Hong Kong’s dessert subculture: Why young locals choose sweets over drinks


Dining rituals are a serious matter in Hong Kong. A typical breakfast takes place at a cha chaan teng (tea restaurant), where menu items range from black tea with evaporated milk to shrimp roe noodles and frosted pineapple buns the size of your head. Dim sum is a citywide morning tradition. But if there’s one meal that wins the award for most creative, it’s dessert.

Traditional Cantonese desserts include black sesame soup and glutinous rice balls sprinkled with peanut powder. For travelers, especially those with a sweet tooth, discovering the city’s vast network of dessert dispensaries — from cramped takeout counters to trendy cafes with table service — is like hitting the jackpot.

In Hong Kong, dessert is entirely a nocturnal pursuit. Walking around after dinner, you’ll see big groups of friends piling into communal tables or waiting in line outside tiny, hole-in-the-wall places that serve the best variations on mango pudding (the star of the Hong Kong dessert canon; chilled mango pudding is served year-round). But unlike in the U.S., where dessert is seen as a post-meal guilty pleasure, here it’s the main event.

“Our shops stay open until midnight,” said Fung Lai, marketing manager at Wise Bro, a chain of dessert cafes in Hong Kong specializing in fruit-based fare like longan sorbet and durian milkshake custard. He agrees that the customers who frequent Wisebro — young folks in their 20s and 30s, mostly female — aren’t really interested in bars or nightclubs. “Dessert cafes,” he said in an interview, “are for friends to chill out, chat and go home sober.”

Clarence Liu, a communications manager at the InterContinental Grand Stanford Hong Kong hotel, agrees. “[Dessert] is a way to extend the time you spend with your friends,” he said in an interview. After dinner, he and his friends will meet up at their favorite dessert cafe, and order an assortment of items to share, family-style.

Since Hong Kong is too dense to accommodate the piazzas and plazas of Italy and Spain, dessert cafes fill the role of a trusted gathering space, where the table is laden with rainbow-hued sorbets, creamy puddings, gummy mochi, and steaming bowls of tong sui (sweet soups). For Hong Kong’s young crowd, dessert cafes are a place to take their minds off things, stay out late and avoid the rowdiness that accompanies alcohol-fueled venues. (While bars are popular in areas like Lan Kwai Fung, many of those places cater to westerners and expats, while dessert cafes are frequented almost exclusively by Hong Kong natives.)

What makes these places so fun, of course, is the actual dessert. At Ching Ching, a dessert cafe located on Electric Road in Tin Hau, the menu is long and the atmosphere relaxed: dwarf-size stools are clustered around tables, there’s a colorful bamboo shade painted with the shop’s logo and a half-hidden kitchen in the back is lined with tubs of powders and other mysterious sweeteners. With so many options to choose from, there’s strength in numbers. For instance, if one diner orders “soy pudding with mixed bean soup,” another will opt for “soy sheet soup,” which is entirely different, and tastes a little like fresh ricotta: creamy, mild and melt-in-your-mouth. (The “soy sheet” is actually the skin that rises to the top of soy milk when you boil it, similar to Japanese yuba.)

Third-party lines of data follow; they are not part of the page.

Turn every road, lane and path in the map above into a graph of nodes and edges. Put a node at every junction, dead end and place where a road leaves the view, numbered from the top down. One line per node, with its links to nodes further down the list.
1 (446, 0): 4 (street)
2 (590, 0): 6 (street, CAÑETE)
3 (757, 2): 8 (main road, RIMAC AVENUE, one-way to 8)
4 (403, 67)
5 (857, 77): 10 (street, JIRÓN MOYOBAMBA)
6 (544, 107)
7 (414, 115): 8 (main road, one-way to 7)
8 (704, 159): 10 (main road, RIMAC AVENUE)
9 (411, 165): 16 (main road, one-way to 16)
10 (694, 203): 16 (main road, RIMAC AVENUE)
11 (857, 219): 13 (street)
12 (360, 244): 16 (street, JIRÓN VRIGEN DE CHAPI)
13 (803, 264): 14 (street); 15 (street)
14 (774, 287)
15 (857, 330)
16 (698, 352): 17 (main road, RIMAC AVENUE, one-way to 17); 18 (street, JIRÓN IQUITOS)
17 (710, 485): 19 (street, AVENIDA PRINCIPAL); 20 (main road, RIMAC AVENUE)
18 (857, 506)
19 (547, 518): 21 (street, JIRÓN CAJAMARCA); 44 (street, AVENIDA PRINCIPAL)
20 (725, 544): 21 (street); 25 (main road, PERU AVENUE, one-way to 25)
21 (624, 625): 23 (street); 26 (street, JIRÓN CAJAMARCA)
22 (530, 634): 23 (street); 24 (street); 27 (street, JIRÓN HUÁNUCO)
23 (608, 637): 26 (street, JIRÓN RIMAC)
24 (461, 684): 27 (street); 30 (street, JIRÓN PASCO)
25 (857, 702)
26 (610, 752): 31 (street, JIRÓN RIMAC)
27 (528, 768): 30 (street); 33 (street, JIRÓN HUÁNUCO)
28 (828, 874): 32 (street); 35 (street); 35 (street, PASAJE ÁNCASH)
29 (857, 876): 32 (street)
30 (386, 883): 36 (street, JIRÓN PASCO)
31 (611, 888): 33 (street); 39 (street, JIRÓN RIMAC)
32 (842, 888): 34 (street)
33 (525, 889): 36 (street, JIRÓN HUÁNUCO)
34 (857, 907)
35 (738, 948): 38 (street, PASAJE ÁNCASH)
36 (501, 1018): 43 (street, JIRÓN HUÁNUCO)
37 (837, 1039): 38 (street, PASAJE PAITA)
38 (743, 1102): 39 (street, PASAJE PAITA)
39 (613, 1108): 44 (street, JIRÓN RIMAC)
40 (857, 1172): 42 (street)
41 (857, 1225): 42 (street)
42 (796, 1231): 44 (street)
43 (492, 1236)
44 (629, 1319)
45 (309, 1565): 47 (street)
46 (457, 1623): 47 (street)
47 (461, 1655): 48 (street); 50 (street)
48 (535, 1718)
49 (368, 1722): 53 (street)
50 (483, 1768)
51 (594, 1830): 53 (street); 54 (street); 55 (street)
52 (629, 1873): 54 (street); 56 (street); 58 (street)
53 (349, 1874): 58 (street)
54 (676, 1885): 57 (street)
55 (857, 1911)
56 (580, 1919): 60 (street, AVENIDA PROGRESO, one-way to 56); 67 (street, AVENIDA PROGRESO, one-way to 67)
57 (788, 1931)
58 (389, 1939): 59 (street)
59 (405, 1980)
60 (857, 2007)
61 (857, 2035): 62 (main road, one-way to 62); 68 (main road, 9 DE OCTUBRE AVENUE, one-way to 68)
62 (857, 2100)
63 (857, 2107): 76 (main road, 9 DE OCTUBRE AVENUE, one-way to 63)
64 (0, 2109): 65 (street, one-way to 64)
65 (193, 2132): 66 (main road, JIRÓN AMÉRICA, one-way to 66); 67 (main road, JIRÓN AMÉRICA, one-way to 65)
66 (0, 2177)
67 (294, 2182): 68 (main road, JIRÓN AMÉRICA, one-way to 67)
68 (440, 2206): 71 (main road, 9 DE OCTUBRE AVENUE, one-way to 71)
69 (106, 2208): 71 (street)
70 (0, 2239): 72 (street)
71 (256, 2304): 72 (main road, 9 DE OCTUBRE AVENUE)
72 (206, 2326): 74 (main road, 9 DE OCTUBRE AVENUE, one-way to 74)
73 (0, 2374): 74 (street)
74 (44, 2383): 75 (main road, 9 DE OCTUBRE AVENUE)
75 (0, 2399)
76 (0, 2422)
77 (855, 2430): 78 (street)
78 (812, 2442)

There are other temptations on the menu, like tong yuen (sweet chewy rice balls) drowning in custard sauce and a sweet herbal tea with lotus seeds and — unexpectedly — a hard-boiled egg floating in the middle of the bowl. Like a lot of Chinese cooking, food often serves a medicinal function, and the lotus seeds are supposed to be beneficial if you’re pregnant.

For adventurous dessert-lovers in Hong Kong, the next wave of dessert cafes offer fun twists on Cantonese originals. Yum Cha, a popular dim sum restaurant with three locations in Central and Kowloon (all of which stay open until 10:30 p.m.), encourages customers to play with their food — the signature “hot custard molten bun” appears to spew golden custard from its mouth when you poke a chopstick into it. (Needless to say, the googly-eyed bun is a hit on Instagram; the kitchen goes through 6,000 of them per week.)

Some pastry chefs have taken a more experimental route. The desserts at Tate Dining Room, an upscale, Zen-like eatery on Hollywood Road with a secret cake shop downstairs, border on abstract art. For example, one honey-themed creation arrives inside a wooden bee hive, with removable sections that reveal white chocolate honeycomb slabs, French madeleines filled with honey and passionfruit marshmallows. A built-in speaker plays the sound of buzzing bees. In Hong Kong, where dessert can dictate the course of an evening, Tate’s masterpieces are a feast for both the stomach and the eyes.